Acessibilidade / Reportar erro

A distribuição da renda no Brasil em 1985, 1986 e 1987

Income distribution in Brazil: 1985, 1986, and 1987

RESUMO

Este artigo experimenta inconsistências na visão dominante de que em 1987 houve uma melhoria significativa nos salários dos trabalhadores. Usando dados da PNAD e considerando a variação real do salário-mínimo, mostramos que, dependendo do deflator, a desigualdade e a pobreza podem ser maiores ou menores em 1987 do que em 1985.

PALAVRAS-CHAVE:
Distribuição de renda; desigualdade; pobreza

ABSTRACT

This piece tries inconsistencies in the mainstream view that in 1987 there was a significant improvement in workers’ wages. Using data from PNAD and considering the real variation of the minimum wage we show that depending on the deflator, inequality and poverty could be either higher or lower in 1987 than in 1985.

KEYWORDS:
Income distribution; inequality; poverty

Resultados preliminares da Pesquisa Nacional por Amostra de Domicílios (PNAD) de 1987 têm sido interpretados erroneamente. A revista VEJA, de 2 de novembro de 1988, contém uma reportagem intitulada “Um retrato melhor”, onde se afirma, comentando a PNAD de 1987, que “a pesquisa revela ter havido uma forte melhoria na distribuição de renda dos trabalhadores entre 1986 e o ano passado. Caiu o número de pessoas que ganhavam menos de um salário-mínimo e aumentou bastante o número das que ganhavam acima disso”.

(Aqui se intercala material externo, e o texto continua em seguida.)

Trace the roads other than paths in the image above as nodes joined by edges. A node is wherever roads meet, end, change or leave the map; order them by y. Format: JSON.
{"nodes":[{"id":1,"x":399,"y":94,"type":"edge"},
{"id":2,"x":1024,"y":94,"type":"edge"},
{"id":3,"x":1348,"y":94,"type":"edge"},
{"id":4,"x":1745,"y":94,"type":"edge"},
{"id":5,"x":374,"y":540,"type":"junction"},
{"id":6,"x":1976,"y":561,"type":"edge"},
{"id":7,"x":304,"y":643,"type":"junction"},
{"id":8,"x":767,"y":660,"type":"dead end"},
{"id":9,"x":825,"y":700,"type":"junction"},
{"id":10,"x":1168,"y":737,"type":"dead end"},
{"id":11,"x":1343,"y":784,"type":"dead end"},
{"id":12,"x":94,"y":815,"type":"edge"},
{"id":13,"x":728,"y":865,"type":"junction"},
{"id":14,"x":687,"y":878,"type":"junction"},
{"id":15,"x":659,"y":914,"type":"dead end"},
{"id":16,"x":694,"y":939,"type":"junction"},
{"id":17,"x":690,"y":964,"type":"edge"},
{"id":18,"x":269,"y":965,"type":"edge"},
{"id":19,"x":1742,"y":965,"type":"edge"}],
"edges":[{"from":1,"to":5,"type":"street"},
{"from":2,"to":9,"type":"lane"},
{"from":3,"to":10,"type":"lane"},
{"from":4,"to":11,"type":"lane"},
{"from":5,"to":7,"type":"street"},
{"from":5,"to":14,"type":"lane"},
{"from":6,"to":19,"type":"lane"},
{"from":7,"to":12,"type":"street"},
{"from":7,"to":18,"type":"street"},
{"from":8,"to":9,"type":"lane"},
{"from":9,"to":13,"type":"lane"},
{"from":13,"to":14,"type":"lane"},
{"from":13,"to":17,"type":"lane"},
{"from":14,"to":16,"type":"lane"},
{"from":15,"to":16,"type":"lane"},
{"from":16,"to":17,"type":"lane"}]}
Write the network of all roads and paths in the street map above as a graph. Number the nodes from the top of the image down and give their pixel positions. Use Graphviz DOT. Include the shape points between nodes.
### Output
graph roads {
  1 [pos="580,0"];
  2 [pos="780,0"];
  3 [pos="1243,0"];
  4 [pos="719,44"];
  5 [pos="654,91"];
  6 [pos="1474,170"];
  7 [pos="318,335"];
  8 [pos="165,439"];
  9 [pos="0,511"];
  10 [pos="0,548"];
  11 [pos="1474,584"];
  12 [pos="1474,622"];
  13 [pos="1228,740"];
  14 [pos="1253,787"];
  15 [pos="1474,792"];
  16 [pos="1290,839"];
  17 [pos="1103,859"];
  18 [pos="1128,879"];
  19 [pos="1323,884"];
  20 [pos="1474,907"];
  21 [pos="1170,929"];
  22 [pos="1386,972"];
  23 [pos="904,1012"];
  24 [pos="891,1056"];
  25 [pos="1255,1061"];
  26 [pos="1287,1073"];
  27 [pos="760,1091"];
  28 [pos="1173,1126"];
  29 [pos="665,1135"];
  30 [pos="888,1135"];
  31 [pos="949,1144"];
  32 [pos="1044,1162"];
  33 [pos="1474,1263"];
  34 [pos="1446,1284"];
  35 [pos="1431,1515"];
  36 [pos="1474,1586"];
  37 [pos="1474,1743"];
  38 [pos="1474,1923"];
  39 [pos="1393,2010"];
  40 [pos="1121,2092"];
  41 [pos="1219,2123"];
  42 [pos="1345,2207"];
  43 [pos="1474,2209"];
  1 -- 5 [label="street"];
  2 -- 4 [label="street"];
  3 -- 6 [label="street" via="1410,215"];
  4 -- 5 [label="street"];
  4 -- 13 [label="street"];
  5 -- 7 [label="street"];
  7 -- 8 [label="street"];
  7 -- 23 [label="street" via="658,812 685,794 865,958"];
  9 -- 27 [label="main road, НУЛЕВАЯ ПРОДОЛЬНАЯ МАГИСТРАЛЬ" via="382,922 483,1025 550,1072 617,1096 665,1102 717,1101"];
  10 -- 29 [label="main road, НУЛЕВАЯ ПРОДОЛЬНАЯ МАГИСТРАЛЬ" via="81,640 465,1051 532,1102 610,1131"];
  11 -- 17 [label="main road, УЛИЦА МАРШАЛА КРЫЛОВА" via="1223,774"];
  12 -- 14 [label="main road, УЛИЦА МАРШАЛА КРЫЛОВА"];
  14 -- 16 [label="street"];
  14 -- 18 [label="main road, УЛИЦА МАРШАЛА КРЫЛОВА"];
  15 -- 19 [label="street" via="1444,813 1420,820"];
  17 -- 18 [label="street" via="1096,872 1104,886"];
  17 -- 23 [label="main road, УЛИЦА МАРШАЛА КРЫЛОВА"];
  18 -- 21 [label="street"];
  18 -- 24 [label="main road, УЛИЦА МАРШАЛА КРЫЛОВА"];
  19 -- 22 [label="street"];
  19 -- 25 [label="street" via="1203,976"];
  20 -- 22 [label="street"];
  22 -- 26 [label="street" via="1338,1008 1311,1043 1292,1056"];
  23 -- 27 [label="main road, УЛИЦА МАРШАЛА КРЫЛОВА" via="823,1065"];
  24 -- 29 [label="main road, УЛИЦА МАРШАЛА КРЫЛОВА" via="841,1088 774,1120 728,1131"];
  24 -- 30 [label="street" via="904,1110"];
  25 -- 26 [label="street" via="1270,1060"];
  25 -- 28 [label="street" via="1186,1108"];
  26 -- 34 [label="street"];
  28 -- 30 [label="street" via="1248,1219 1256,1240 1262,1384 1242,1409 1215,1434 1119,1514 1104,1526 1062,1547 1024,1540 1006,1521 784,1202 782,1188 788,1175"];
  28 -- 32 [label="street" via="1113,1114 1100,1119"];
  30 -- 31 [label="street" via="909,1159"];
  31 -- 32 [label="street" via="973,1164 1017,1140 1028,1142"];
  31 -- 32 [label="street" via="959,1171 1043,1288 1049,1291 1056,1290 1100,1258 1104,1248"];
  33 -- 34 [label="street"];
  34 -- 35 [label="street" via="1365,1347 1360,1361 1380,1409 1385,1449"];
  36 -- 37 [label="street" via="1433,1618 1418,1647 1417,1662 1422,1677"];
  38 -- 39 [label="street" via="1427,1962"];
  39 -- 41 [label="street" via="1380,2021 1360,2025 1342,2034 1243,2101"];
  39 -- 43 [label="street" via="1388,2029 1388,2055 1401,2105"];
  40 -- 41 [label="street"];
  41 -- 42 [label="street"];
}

O erro consiste, essencialmente, em comparar o número ou a proporção de pessoas em estratos delimitados em função do salário-mínimo, - sem levar em consideração a variação do valor real do salário-mínimo (SM), denominado piso nacional de salário a partir de setembro de 1987.

As últimas PNADs retratam a distribuição de renda em setembro do respectivo ano. Em setembro de 1986 o salário-mínimo era 804 cruzados, passando para 2.400 cruzados em setembro de 1987. Considerando o índice de custo de vida do DIEESE, verifica-se que o valor real do salário-mínimo sofre uma redução de 33,6% entre setembro de 1986 e setembro de 1987. Se for utilizado o INPC a redução do valor real é de 22,2%. De qualquer maneira a redução é tão grande que não faz sentido comparar, nos dois anos, porcentagens de pessoas em estratos delimitados com base no salário-mínimo ou piso salarial vigente em cada período, como é feito na reportagem mencionada.

Pode-se verificar, comparando os resultados preliminares da PNAD de 1987 com a PNAD de 1986, que em setembro de 1987 a distribuição da renda tinha média menor e desigualdade maior.

Tendo em vista o caráter excepcional da situação em setembro de 1986, dentro do pequeno período em que os efeitos do Plano Cruzado foram benéficos para a distribuição de renda, vamos apresentar aqui, para comparação, informações sobre a distribuição da renda de acordo com as PNADs de 1985 e 1986 e os resultados preliminares da PNAD de 1987, examinando a distribuição da renda na população economicamente ativa (PEA).

A Tabela 1 (ver página seguinte) mostra a evolução, nos três anos, da proporção da PEA sem rendimento e dos valores reais do rendimento médio e do rendimento mediano da PEA com rendimento.1 1 O fato de o rendimento médio da PEA total com rendimento ser mais de duas vezes maior do que o rendimento mediano é um indicador da forte assimetria da distribuição. Quase 3/4 dessa população recebem menos do que o rendimento médio. São considerados, alternativamente, dois deflatores: o índice de custo de vida do DIEESE, referente a São Paulo, e o INPC. Entre setembro de 1985 e setembro de 1987 o índice do DIEESE cresceu 921% e o INPC cresceu apenas 689%. Dessa maneira, os valores reais crescem mais ou diminuem menos quando se usa o INPC como deflator.

Tabela 1:
Evolução da proporção de pessoas economicamente ativas sem rendimento e do valor real do rendimento médio (m) e do rendimento mediano (D) das pessoas economicamente ativas com rendimento, no Brasil, de acordo com as PNADs de 1985, 1986 e 1987, em cruzados de setembro de 1987.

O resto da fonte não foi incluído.